What this task involves
The required result is the number of lines below that hold the word "Southport", stated without anything else.
··········
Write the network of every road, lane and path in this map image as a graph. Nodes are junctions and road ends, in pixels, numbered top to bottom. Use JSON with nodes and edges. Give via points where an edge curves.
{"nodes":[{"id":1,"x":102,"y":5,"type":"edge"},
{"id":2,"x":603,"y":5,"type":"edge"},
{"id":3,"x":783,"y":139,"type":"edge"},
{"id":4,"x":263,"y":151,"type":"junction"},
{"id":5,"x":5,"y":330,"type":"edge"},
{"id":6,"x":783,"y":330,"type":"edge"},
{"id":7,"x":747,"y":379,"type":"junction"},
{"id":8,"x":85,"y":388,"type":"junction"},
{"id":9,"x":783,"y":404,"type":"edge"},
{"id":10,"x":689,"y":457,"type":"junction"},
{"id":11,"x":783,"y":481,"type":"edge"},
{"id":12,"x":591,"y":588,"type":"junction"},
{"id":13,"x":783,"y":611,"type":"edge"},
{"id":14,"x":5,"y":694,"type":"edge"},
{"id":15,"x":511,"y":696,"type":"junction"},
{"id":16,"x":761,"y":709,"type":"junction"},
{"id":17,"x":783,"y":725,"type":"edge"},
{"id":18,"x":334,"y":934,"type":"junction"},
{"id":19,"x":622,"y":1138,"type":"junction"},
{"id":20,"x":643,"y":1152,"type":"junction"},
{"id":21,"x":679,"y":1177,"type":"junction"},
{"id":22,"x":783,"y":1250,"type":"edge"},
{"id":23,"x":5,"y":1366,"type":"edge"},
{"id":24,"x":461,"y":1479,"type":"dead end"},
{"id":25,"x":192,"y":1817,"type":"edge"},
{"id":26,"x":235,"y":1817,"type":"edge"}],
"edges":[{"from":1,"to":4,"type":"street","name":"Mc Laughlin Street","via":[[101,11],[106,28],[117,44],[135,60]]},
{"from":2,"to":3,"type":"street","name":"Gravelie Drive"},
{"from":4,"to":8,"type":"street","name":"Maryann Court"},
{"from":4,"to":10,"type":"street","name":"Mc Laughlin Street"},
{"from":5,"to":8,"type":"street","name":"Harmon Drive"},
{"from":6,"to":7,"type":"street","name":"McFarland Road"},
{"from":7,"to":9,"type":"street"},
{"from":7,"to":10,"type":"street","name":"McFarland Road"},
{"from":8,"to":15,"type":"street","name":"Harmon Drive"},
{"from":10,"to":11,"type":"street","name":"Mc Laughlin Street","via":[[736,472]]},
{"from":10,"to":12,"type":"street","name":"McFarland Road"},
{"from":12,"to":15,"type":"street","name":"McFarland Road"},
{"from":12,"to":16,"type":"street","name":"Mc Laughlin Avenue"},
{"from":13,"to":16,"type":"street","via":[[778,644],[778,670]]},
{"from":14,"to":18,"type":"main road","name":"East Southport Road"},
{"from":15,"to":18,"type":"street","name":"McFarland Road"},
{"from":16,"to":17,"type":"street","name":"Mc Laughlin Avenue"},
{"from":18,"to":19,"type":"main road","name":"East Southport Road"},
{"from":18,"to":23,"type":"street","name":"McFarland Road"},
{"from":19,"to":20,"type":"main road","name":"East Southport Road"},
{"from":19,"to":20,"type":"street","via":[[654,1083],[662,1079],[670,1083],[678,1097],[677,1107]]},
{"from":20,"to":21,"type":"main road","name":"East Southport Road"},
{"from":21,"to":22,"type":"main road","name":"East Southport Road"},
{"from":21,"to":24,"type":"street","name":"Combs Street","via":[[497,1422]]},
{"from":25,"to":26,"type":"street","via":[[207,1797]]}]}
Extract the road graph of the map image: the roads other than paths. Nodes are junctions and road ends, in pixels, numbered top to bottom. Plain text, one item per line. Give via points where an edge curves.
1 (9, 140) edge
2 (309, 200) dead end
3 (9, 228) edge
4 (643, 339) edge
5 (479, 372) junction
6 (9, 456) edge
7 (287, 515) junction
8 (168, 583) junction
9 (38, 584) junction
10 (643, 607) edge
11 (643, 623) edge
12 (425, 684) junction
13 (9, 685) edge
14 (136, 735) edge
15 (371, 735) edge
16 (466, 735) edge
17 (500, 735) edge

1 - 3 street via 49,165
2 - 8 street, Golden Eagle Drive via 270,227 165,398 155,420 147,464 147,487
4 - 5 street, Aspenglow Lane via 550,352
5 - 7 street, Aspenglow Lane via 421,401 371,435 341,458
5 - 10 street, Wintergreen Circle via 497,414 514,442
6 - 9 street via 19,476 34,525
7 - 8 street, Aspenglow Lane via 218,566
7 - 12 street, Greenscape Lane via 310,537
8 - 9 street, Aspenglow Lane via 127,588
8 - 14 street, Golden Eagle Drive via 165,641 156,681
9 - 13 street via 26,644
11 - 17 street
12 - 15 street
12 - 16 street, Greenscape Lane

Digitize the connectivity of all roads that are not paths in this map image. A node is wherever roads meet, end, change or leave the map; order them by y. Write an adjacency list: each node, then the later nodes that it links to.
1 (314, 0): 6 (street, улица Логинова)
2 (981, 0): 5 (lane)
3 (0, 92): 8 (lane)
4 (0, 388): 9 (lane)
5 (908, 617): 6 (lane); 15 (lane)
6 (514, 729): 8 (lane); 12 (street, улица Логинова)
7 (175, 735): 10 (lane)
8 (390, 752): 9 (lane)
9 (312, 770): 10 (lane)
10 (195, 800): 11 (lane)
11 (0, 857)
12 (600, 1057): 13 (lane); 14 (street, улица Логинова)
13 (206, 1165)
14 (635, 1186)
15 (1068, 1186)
··········
Result for this exercise
5